Inhibition of tumour necrosis factor-alpha (TNFalpha)-induced NF-kappaB p52 converts the metabolic effects of microglial-derived TNFalpha on mouse cerebellar neurones to neurotoxicity.

Activated microglia are implicated in the injury of neurones and macroglia both in vitro and in vivo. Here, we demonstrate that media conditioned by interferon-gamma treated microglia initially impair the metabolism of mouse cerebellar neurones grown in serum-free conditions without inducing cell death. Metabolic effects include inhibition of the ability of mitochondria to reduce 3-[4,5-dimethylthiazol-2-yl]-2,5-diphenyltetrazolium bromide (MTT) and cytochrome oxidase activity. These effects are blocked by antibodies to tumour necrosis factor-alpha (TNFalpha), a cytokine produced by microglial activation, and they are not reproduced by media conditioned by resting microglia. The metabolic effects are evident for up to 24 h in vitro. More prolonged exposure, up to 48 h, results in TNFalpha dependent neuronal death as previously observed. Between 2 and 48 h TNFalpha present in media conditioned by interferon-gamma treated but not resting microglia is associated with nuclear factor kappa B (NF-kappaB) consensus sequence binding in paired mouse cerebellar neuronal cultures without affecting activation of the signal transducer and activator of transcription (STAT) transcription factor. Neuronal death can be accelerated by peptide blockade of the nuclear transport of NF-kappaB p52 subunit during exposure of cerebellar neurones to medium from interferon-gamma treated microglia.
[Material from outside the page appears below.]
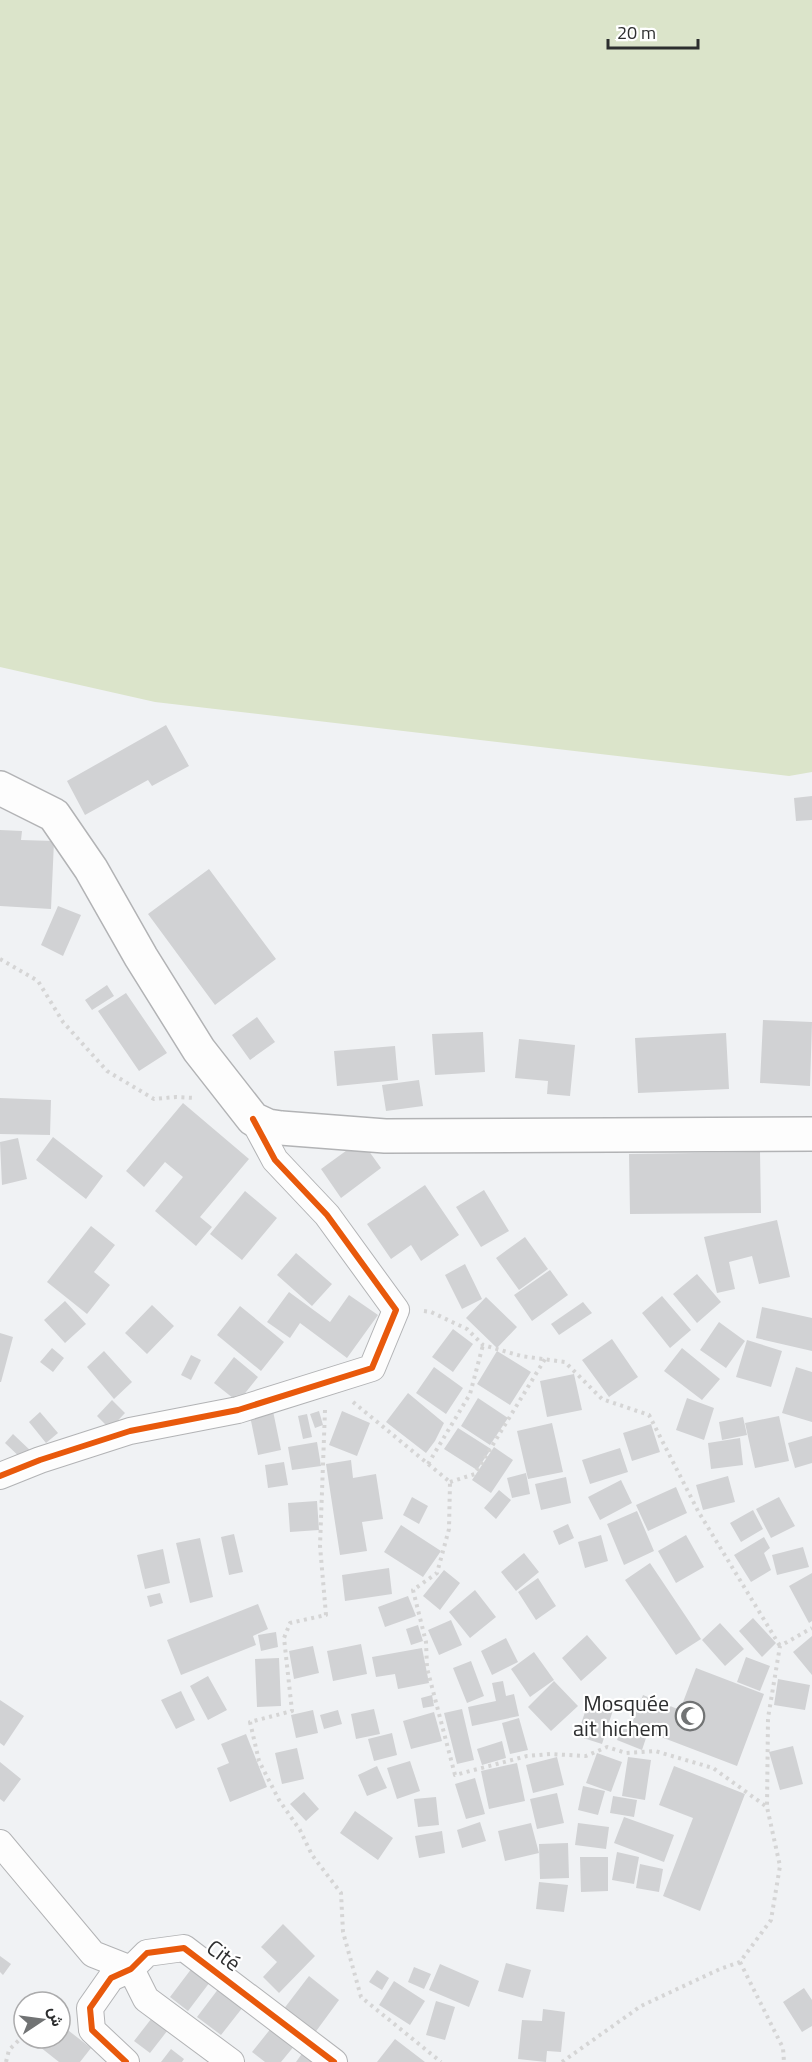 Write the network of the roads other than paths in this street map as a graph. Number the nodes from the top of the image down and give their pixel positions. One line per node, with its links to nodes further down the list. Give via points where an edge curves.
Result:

This toxicity is blocked by anti-TNFalpha antibody. Soluble factors released by activated microglia therefore contribute to neuronal dysfunction that is initially reversible but may culminate in neurotoxicity. Characterizing and manipulating these events in vivo theoretically provides an opportunity for neuroprotection in selected diseases affecting the central nervous system.